The researchers are now putting these biomimetic vessels through their paces by flowing biochemical gels into them containing medicines such as nitrates, which widen blood vessels, and hormones, gauging how the cellular structures respond. “We can better understand dysfunction in the tube and how it occurs by studying these systems,” says Gracias.

This approach offers significant advantages, both practical and ethical, over research in animal models or traditional laboratory setups.

“We’re able to stay true to many of the genetic and biochemical and anatomic parameters that exist in a person that are very different than they are in an animal or in vitro modeling,” says Romer, adding: “This research is a great credit to David’s ingenuity and ability to translate abstract ideas into very basic kinds of design parameters for systems production and engineering.”

Going Mainstream

Gracias’ and Romer’s blood vessel mimics could eventually find their way into fully realized, artificially grown masses of cells that work together to function like a bona fide organ. These so-called organoids — another interest area for Gracias — could allow researchers to deeply investigate disease pathologies and drug pharmacokinetics. 

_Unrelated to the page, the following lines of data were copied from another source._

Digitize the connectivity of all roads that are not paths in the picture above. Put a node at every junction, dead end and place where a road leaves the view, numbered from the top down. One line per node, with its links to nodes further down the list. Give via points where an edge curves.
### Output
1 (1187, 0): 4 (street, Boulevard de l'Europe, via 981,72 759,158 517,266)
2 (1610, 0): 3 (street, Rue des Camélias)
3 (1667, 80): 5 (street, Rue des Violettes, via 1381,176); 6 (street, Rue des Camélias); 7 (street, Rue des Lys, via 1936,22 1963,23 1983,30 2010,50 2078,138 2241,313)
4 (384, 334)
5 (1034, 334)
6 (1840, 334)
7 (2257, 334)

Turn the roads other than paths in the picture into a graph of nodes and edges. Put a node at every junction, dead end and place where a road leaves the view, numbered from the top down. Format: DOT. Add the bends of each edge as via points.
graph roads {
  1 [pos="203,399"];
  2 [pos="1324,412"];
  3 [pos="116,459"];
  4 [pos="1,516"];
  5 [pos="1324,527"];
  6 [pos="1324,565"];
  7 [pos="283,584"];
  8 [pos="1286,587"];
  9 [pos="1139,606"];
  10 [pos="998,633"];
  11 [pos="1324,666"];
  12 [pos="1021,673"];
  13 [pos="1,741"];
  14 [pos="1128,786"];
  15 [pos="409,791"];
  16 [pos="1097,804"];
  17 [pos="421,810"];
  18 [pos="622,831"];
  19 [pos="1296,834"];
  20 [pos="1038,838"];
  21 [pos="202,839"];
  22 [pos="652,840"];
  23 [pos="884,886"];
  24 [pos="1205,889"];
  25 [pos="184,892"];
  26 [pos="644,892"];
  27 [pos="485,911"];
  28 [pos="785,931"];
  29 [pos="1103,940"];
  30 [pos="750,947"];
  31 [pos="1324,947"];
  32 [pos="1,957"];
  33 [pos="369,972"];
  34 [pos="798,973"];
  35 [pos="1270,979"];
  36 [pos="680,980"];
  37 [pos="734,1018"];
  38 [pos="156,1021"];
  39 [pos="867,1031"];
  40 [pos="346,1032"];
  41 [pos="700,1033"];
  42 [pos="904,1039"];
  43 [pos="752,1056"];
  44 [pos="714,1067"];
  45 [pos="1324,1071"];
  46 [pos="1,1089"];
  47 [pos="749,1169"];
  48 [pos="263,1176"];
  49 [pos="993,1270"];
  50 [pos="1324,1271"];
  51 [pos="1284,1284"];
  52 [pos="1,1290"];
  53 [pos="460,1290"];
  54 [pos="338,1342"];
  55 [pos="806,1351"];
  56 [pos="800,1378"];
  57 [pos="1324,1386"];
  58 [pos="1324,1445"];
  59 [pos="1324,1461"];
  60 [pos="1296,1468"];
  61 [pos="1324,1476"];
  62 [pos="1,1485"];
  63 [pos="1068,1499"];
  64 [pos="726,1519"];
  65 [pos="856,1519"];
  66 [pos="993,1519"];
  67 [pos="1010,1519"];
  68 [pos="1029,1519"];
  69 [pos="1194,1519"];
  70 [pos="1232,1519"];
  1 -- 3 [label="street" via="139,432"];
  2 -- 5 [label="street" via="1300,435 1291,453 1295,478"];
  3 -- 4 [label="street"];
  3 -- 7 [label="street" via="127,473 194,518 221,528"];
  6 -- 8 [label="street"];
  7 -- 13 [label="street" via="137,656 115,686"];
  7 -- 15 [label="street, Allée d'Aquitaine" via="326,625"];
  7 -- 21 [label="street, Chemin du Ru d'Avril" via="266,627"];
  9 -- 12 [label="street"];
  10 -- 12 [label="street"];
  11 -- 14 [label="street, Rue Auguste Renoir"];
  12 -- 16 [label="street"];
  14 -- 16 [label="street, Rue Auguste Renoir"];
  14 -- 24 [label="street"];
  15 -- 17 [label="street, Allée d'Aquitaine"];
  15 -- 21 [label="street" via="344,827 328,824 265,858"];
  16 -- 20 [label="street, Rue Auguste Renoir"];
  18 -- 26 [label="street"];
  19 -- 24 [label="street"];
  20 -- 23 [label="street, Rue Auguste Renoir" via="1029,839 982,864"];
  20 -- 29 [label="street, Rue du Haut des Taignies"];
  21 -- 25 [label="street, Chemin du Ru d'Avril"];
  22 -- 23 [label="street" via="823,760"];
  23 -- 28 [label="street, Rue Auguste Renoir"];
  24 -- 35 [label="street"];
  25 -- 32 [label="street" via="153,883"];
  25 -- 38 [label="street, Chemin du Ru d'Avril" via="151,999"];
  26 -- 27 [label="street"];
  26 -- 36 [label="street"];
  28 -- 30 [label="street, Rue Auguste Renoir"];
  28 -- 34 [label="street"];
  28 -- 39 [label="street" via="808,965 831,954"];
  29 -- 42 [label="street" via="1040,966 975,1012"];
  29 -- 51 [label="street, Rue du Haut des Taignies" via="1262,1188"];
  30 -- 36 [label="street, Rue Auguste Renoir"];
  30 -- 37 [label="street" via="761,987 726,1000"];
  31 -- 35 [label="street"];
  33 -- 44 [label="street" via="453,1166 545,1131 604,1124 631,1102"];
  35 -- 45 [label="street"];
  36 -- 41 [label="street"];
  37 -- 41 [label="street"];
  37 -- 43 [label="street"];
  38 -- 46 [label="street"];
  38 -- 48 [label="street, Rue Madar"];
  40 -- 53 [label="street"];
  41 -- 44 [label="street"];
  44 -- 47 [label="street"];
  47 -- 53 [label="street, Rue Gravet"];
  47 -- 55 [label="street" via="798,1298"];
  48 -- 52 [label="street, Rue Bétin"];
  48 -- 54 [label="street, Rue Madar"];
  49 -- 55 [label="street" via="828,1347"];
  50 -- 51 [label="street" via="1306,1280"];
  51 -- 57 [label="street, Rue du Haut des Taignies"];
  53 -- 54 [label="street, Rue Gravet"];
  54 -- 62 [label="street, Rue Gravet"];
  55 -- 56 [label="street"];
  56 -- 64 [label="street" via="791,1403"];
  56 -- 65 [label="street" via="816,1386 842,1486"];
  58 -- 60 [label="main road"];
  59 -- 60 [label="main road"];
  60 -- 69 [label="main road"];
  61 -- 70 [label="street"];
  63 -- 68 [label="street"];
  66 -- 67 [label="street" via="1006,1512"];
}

As with his various micromedical bots, the idea of living pseudo-organs might sound far-fetched, but Gracias points out that today’s realities were yesterday’s big dreams.

“Any great technology, if you saw it 20 years ago, it would’ve seemed like science fiction, right?” says Gracias. “If you use that same metric and think toward the future, then I think definitely in the next 20–30 years, we will go into the body with robots and tiny sensors and it will become very mainstream.”